Similarly, Metaverse-focused NFTs had a good Q2 2022. Trading volumes for Ethereum-based Metaverse NFT collections jumped 101 percent. However, “Polygon collections have unfortunately declined by 26%. Overall it has been a growth of 96%,” as per DappRadar.

Related: Chainalysis Report: Real estate and gaming continue seeing heavy demand in the metaverse

Amid all the volatility, NFT projects have continued to innovate even during this market correction. Back in April 2022, the Moonbirds NFT collected amassed a record trading volume of over 100,000 ETH or one Trillion USD. The record sales came on the backdrop of a very strong and loyal community backing it.

Another interesting innovation in the NFT space is the Ethereum Name Service. This feature allows users to buy domain names on Ethereum and host content such as wallet addresses or websites. Each domain name is unique and functions like NFTs. People started minting domain names on ENS.

The rise of blockchain games

Blockchain-based games popular as GameFi has seen reasonable growth amid the market turmoil. As DappRadar notes, the total Unique Active Wallets (UAW) across blockchain DApps have dropped 26% last quarter. However, blockchain-based DApps witnessed a surge of 5 percent. The report notes:

This is a bullish indicator for blockchain games as many have speculated that game dapps would lose most of their player base if they stop being financially profitable to the average user. It was proven not to be the case.

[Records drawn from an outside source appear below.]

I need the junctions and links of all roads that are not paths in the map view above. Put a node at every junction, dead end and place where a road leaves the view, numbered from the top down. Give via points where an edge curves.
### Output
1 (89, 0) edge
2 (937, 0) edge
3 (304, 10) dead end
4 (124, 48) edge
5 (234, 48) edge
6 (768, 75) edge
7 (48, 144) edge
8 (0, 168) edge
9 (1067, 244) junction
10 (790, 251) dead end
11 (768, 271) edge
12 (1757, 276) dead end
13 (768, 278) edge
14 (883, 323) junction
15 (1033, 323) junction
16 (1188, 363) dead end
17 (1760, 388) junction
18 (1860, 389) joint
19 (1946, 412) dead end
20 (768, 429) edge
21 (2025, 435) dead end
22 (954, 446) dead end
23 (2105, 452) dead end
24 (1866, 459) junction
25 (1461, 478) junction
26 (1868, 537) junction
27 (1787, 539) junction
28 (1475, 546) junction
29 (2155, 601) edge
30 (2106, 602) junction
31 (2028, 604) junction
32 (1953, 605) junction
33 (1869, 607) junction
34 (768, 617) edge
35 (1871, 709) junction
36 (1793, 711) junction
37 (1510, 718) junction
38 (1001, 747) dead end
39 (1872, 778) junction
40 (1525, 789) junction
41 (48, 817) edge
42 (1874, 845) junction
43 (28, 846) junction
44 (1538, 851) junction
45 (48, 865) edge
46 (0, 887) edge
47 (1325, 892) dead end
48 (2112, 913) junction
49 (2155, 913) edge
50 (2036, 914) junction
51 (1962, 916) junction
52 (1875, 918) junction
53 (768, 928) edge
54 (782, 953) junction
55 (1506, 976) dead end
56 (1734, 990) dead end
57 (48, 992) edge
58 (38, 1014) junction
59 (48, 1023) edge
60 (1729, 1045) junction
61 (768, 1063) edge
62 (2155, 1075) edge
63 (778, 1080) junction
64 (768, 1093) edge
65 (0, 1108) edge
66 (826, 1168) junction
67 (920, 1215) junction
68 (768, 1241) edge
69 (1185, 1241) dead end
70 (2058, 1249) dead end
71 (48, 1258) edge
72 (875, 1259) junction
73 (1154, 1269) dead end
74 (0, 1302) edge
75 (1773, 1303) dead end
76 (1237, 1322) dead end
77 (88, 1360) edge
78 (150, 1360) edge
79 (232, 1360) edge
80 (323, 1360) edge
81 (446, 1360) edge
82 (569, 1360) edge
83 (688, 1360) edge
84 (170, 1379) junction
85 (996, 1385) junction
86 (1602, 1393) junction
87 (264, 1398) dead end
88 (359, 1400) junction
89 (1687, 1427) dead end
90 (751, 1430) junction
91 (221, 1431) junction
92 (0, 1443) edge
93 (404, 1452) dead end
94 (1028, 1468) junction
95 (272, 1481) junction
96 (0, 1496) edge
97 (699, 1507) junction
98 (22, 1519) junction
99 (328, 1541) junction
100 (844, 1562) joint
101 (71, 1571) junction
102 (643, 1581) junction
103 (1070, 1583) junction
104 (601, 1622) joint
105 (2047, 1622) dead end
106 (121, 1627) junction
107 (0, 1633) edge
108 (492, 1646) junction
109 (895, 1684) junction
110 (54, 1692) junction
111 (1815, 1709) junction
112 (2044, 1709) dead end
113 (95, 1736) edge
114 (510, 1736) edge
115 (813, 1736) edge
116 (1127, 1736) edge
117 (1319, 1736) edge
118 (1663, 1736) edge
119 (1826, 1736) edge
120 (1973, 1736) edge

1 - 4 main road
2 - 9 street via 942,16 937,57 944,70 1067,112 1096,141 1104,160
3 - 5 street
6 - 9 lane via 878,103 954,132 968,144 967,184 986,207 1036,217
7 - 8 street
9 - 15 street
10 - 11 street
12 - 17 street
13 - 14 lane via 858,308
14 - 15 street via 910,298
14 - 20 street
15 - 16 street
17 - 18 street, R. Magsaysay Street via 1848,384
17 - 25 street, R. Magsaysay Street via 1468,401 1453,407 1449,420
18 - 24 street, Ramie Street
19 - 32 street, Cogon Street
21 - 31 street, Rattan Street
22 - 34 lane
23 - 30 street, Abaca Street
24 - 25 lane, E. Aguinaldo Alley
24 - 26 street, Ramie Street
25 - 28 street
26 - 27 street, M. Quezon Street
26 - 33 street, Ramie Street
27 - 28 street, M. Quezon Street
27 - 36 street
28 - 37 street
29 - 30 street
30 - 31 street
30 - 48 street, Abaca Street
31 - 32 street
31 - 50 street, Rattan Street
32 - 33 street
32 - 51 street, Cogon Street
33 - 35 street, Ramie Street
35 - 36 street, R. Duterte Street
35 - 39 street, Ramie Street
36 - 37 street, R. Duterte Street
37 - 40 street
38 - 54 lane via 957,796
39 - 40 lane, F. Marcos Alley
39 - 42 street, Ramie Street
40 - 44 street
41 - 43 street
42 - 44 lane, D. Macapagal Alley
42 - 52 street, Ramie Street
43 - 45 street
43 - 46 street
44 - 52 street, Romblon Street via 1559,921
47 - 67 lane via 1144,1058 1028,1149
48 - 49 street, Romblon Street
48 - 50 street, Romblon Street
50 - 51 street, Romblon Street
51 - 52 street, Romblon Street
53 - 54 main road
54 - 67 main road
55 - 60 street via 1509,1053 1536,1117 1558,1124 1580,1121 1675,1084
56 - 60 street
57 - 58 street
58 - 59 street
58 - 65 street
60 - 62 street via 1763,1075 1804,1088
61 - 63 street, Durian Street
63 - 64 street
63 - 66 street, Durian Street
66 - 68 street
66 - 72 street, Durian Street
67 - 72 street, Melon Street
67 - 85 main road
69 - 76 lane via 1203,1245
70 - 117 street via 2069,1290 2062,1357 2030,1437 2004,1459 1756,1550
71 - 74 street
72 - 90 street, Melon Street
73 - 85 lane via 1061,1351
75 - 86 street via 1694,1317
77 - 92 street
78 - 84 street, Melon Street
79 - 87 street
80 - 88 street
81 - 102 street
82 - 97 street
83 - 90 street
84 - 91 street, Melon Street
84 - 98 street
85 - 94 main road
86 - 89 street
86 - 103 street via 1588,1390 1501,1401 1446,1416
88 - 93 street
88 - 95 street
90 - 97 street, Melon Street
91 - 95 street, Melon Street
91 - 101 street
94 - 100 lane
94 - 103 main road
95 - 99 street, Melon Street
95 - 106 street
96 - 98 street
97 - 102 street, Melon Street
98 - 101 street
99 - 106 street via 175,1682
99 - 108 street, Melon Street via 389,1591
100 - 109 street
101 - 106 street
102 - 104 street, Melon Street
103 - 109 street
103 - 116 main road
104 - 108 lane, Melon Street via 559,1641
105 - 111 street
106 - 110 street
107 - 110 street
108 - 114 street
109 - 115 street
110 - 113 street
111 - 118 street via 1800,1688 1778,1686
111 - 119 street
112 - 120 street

For the eighth consecutive month, Spliterlands emerged as the most-played blockchain game with 350,000 daily active wallets. Alien Worlds and Upland are also among the most-played blockchain dapps with minor changes in UAWs. Gamified fitness DApps like STEPN took the market by storm by capitalizing on the Move-to-Earn (M2E) trend. Other similar projects such as Genopets, Step App, and DotMoovs, dealing with an active lifestyle and tokens rewards are seeing growing demand.